Personally, I'm with Big Dave and the Cannes jury. I can see why people would dislike the film or, to a degree, why some would be offended (though frankly if it's the explicit sex that bothers you then you need to be offended) or even bored by it. But every viewing I have had has kept me completely enthralled. Dumont's pacing, attention to small detail and use of the scope frame, particularly to isolate characters within urban or rural landscapes or to suggest tentative connections between them, is striking throughout, and I find the performances of the two leads to be both believable and refreshing in their honesty, and, in Caneele's case, its unflinching boldness. Individual moments may seem calculated to court controversy, but all of them have a clear purpose within the film's structure and fully justify their presence, to the degree that it simply would not be as effective without them. For some, L'Humanité will not prove an easy or even involving experience, but for those willing to go where Dumont is taking them, it is a most worthwhile and memorable one.

sound and vision

Framed 2.35:1 and anamorphically enhanced, this is a splendid transfer that showcases Yves Cape's precise and telling scope compositions beautifully. Contrast, sharpness and colour are all first rate, black levels are on the nose and digital noise is virtually non-existent.
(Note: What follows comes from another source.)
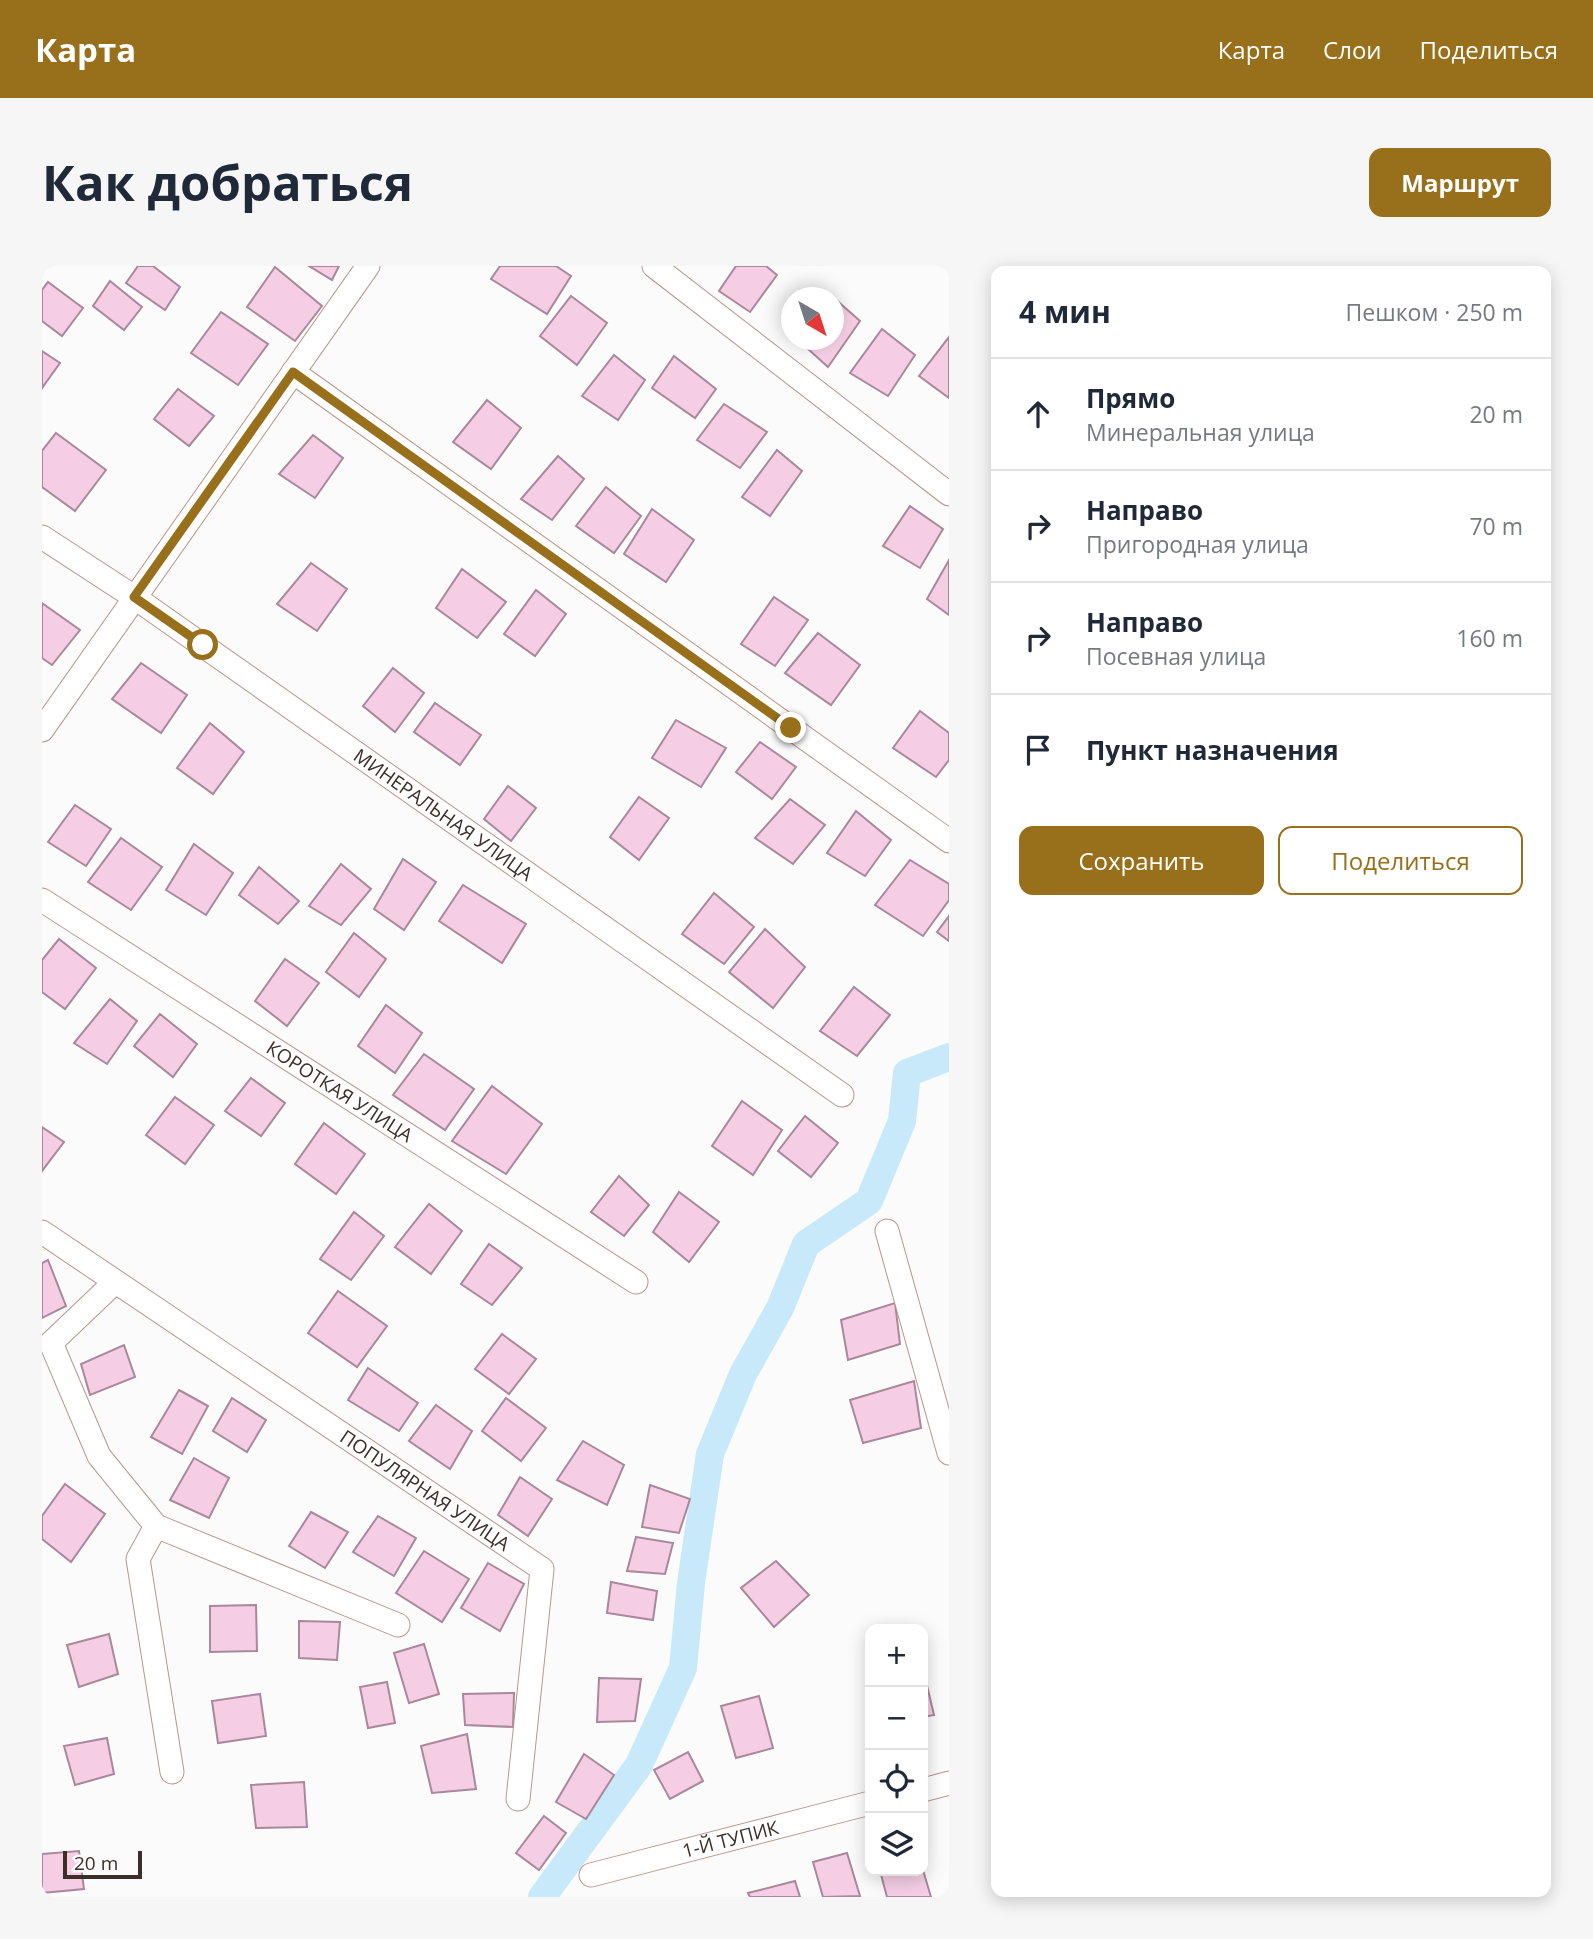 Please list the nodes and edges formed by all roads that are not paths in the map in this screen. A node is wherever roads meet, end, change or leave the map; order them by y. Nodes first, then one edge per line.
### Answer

The sound is Dolby 2.0 stereo only, but is still a quality transfer, especially in the reproduction of location ambient sound such as wind and surf, which are key components of certain scenes and sound as good here as they did in the cinema.

extra features

Not a lot here. The Production Notes nicely outline the the director's attitude to French cinema and this film in particular, as well as the controversy surround its multiple Cannes win.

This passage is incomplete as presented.